Wednesday, June 4, 2008

You Can't Handle the Truth

There is a difference between an honest difference of opinion and a deliberate effort to hide facts which might change or inform those opinions.

A recent report by the inspector general’s office at NASA concludes that while the Bush administration would have liked you to believe doubts about the veracity of global warming were a difference of opinion among experts, they were part of a desperate effort to keep us from hearing what those experts had to say.

As amazed as some of you might be to learn that an administration led by two former oil executives would appoint to the NASA press office flunkies who found reason to suppress data about the effects the by-product of the oil industry is having on our world, it now appears that the impossible happened.

Two years after New York Times reporter Andrew Revkin – who spoke this year to students at The Hill School – revealed that science supporting evidence of global warming was being suppressed by the NASA press office, an investigation has confirmed that report.

It further confirmed that that same office restricted the press’s access to James Hansen, NASA’s leading climate scientist and the man who ultimately blew the whistle on the practice.

This is really no surprise to those of us who hold the position that global warming is real – as does the vast majority of the scientific community who studies this very subject.

From war, to torture, to disaster relief, to threats to the entire planet, history shows that the current administration does not believe you should have all the facts, just the facts that fit their needs.

But as the late Sen. Daniel Patrick Moynihan so famously said, you are entitled to your own opinion, but not to your own facts.

In an honest debate, everyone works from the facts, or data, available, and makes their best case. But if you can’t win that debate because the facts are stacked against you, the only solution is to suppress the information to keep the other side from using it to convince the judges (voters).

This brings us to the reason for suppressing those facts – making sure the public didn’t start demanding policy changes on global warming in numbers the vote splitters in the White House could not afford to ignore.

It was not to keep those of us already convinced of the reality of global warming in the dark, it was to prevent those facts from illuminating the opinion of folks who are focused on other priorities.

I e-mail with a man in Berks County who is extremely thoughtful about a good many things. We are of different political persuasions, but have found common ground in any number of unexpected places. We even occasionally admit to each other that we were wrong about this or that.

For example, every day the evidence mounts of the effectiveness of “market forces” in driving Americans to new and better driving and car buying habits no amount of pleading, cajoling or legislating could accomplish, convinces me he was right about that.

He kept telling me, "when gas goes over $3 a gallon, hybrids will sell themselves." He was right.
But when it comes to global warming, he continues to cite evidence of things like sunspots and the possibility that Mars is also warming as reason to refuse to concede we have something to do with what’s happening on Earth.

There is good precedent for “manufacturing doubt.” Just ask the tobacco companies.

Science is an open ended proposition and its proper practice requires the consideration of any plausible theory until it can be proven false, thus opening it up to all sorts of mischief from people whose purpose is not the pursuit of truth, but the delaying of its revelation.

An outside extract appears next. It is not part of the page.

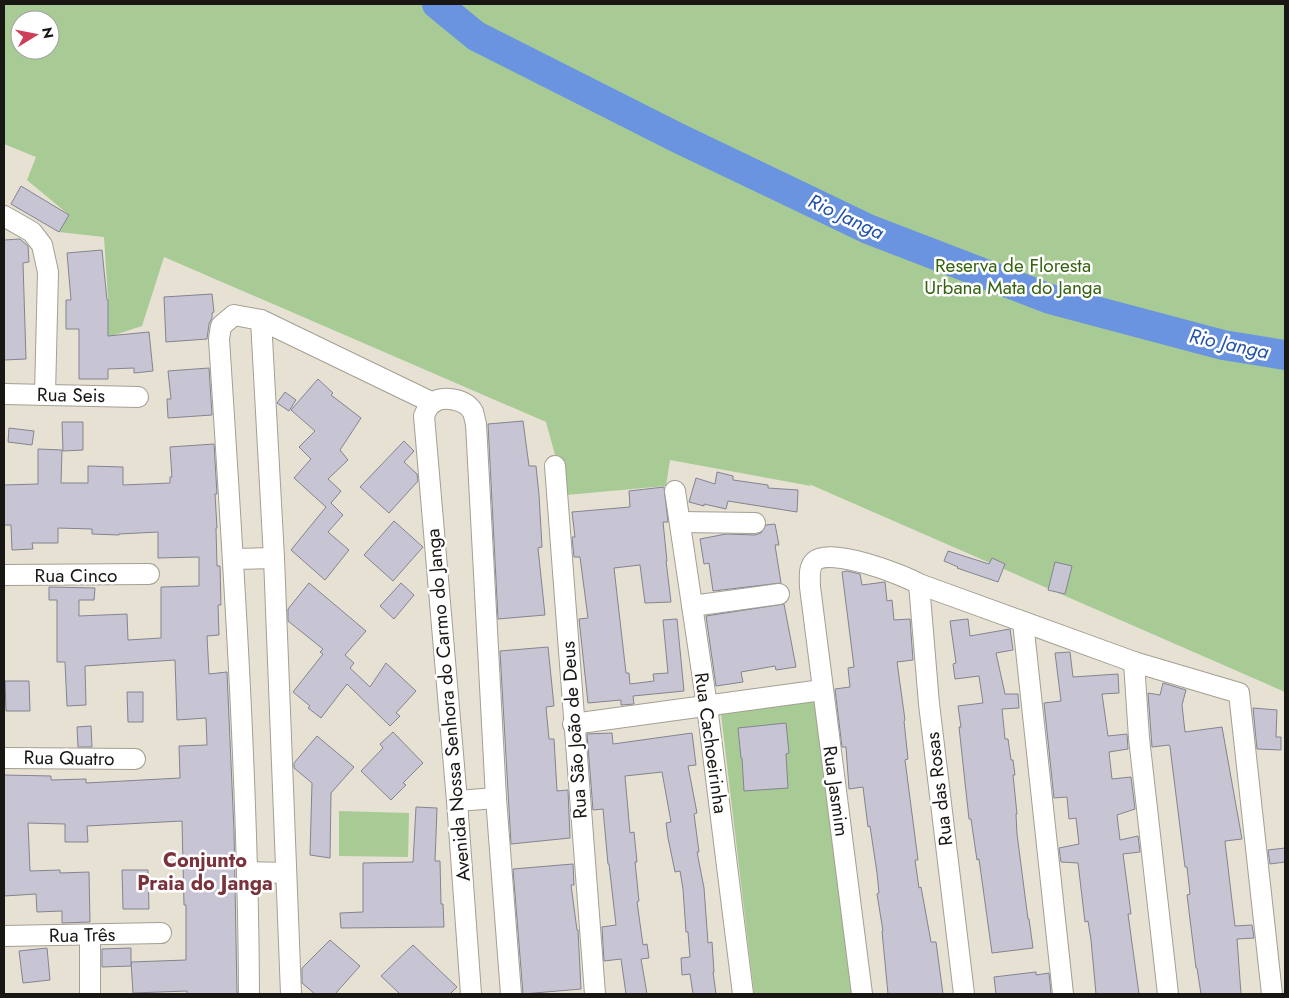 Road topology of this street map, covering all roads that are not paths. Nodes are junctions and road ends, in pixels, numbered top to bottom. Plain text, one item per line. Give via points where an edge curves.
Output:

(After all, we’re still debating evolution 100 years later, not because there’s a pile of evidence disputing its tenets, but because there are people who find the facts it presents in conflict with their beliefs.)

So when government scientists with nothing at stake in studying the effects of cigarette smoke concluded it damaged your health, scientists paid by companies with everything at stake began unraveling those conclusions any way they could.

The result? Millions of people died who might have made a different choice if they had known all the facts.

Was that criminal?

A raft of state attorneys general thought it sounded an awful lot like fraud and sued to punish those who perpetrated it.

If you are in possession of information that can save someone’s life and you knowingly withhold it, is that not criminal as well?

Predicting the future is always a tricky business, but there are many global warming models which suggest effects of a warming planet will include the northward progression of deadly tropical diseases, a decline in food production and more drought and more flooding of coastal areas.

The suppression of information supporting the reality of global warming meant seven years of inaction by the global leader in greenhouse gas emissions; seven years during which nothing was done; seven years in which the risk of death from disease, famine or flood increased while millions were prevented from making an informed choice to try to head it off.

Now that it’s too late for The White House to show leadership on an issue which threatens the only planet on which we know we can survive, even the Oval Office has grudgingly given way to the mountains of evidence.

But isn’t the harm already done?

Resolve can quickly (and often does) cross the line into willful stubbornness, but the willful suppression of information every resident of Earth has a right to consider in making daily decisions about how to preserve their lives is as criminal as shouting “fire” in a crowded movie house.

But of course, we could just have a difference of opinion on that.